# **Signal Simulation Framework**

## **1. Introduction**

### **1.0 Assessment Description**

Quantitative research in finance relies heavily on the analysis of historical market data to evaluate the performance of trading strategies before live deployment. However, raw market data frequently contains **noise, missing values, and inconsistent quotes**, which can distort strategy performance if not properly handled. Moreover, naive simulations that assume **perfect trade execution** often lead to **overstated and unrealistic returns**.

This assessment presents a **modular Python framework** developed to simulate trading activity under more realistic market conditions. The framework emphasizes **data integrity, execution realism, and analytical reproducibility**, providing a foundation for evaluating signal-driven trading strategies with statistical rigor.

---

### **1.2 Framework Overview**

The framework is composed of four main components:

#### 1. **Data Validation**
- Cleans and aligns quote and signal datasets.  
- Detects and removes common data issues such as **inverted spreads**, **null entries**, and **extreme outliers**.

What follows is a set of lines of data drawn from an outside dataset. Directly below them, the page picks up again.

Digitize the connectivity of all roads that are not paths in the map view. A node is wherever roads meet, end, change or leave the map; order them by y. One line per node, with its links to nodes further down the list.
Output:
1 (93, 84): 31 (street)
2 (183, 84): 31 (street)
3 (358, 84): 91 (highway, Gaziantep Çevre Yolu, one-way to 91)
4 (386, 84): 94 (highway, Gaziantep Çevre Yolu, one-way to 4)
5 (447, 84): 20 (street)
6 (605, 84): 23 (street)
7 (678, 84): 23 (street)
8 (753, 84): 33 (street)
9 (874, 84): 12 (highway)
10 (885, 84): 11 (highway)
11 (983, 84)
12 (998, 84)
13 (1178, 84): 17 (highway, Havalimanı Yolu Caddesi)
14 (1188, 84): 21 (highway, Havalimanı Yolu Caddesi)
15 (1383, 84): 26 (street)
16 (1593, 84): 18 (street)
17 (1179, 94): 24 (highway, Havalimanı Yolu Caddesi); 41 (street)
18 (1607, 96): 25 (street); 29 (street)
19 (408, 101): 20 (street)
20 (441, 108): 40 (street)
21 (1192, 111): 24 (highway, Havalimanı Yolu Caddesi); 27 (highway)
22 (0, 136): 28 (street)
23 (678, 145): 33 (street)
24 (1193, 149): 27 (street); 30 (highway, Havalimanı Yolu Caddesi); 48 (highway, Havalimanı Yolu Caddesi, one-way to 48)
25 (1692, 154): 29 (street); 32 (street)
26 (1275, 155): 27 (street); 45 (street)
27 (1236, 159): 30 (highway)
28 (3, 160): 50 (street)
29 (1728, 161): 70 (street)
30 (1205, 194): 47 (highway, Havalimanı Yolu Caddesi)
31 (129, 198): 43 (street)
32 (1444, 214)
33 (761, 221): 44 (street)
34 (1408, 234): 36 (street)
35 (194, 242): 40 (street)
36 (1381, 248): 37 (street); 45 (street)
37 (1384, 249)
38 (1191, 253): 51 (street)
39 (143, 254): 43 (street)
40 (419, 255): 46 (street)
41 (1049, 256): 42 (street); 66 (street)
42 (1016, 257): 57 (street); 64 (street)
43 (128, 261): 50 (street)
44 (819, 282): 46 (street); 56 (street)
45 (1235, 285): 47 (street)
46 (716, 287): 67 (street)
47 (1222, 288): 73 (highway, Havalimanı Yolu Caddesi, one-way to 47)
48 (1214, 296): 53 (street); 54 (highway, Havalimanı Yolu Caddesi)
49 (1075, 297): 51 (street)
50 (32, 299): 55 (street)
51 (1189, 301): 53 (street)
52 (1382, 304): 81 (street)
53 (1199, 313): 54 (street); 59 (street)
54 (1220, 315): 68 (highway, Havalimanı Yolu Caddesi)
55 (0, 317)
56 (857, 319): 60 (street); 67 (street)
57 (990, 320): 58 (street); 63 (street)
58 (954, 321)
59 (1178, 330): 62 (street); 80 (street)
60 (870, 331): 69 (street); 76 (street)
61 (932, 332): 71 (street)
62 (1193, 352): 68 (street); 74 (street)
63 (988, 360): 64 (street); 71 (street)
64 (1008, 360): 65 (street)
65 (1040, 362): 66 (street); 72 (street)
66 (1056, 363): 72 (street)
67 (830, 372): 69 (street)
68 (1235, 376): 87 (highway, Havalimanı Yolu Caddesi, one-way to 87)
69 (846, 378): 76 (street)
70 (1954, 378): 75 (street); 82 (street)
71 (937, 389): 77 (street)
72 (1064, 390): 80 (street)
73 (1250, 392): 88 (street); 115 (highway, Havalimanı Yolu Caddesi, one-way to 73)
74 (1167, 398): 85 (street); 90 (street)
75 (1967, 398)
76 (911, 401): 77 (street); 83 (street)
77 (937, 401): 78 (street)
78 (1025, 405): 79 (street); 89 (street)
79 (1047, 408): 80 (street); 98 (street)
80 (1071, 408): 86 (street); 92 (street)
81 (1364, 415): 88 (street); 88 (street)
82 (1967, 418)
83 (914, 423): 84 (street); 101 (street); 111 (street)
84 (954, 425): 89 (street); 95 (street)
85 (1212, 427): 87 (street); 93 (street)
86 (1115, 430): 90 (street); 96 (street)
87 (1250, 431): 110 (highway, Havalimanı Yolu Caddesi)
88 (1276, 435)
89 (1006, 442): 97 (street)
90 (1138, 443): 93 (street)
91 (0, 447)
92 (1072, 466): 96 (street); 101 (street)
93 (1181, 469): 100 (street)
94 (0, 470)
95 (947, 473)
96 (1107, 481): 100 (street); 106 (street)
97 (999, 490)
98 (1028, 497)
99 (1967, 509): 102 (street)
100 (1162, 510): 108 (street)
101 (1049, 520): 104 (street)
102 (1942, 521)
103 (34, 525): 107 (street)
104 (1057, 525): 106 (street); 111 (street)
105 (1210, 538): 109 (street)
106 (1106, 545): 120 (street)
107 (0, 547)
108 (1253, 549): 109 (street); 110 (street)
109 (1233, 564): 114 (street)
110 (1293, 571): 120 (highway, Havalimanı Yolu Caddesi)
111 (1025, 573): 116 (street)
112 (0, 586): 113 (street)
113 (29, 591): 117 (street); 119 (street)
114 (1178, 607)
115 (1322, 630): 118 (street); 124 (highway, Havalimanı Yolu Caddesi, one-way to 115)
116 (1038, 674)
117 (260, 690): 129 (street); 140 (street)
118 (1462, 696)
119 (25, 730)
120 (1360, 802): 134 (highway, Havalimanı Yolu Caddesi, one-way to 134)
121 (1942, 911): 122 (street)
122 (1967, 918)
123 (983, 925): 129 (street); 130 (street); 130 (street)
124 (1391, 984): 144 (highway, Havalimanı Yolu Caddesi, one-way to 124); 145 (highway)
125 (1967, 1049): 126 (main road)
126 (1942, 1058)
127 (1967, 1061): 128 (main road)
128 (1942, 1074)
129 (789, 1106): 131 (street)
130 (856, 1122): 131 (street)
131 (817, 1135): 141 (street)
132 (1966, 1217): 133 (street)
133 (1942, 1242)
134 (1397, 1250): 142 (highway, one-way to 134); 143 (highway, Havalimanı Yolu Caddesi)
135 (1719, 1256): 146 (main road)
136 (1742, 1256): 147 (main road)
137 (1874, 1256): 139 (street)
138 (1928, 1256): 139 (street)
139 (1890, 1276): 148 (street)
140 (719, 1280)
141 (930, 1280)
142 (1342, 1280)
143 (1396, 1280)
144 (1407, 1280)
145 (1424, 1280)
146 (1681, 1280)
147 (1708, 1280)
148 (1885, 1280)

#### 2. **Signal-Based Simulation**
- Executes trading signals using a **latency-aware fill engine**.  
- Tracks order types (open/close), executed prices, slippage, and PnL.  
- Incorporates **execution delay** to better reflect real-world trading latency.

#### 3. **Performance Metrics and Logging**
- Generates detailed **execution logs** for each simulated trade.  
- Computes essential performance metrics including:  
  - Total trade count  
  - Gross and Net PnL  
  - Average trade PnL  
  - Slippage  
  - Maximum drawdown

#### 4. **Framework Extensibility**
- Supports flexible configuration of simulation parameters such as **latency**, **signal thresholds**, and **execution models**.  

- Implements a **probabilistic execution model** that simulates **realistic fill uncertainty** using random draws based on **execution probability**, derived from **price aggressiveness** and the **relative bid–ask spread**.  

- The **relative spread** is calculated as the normalized difference between the best ask and bid prices, allowing the model to remain consistent across assets with different price scales.   

---

### **1.3 Purpose and Contribution**

This framework serves as a **lightweight yet realistic research tool** for quantitative analysts and developers.  
It enables:
- Rapid testing and validation of trading signals.  
- Insight into market impact.  
- Transparent reporting of results with reproducible performance analytics.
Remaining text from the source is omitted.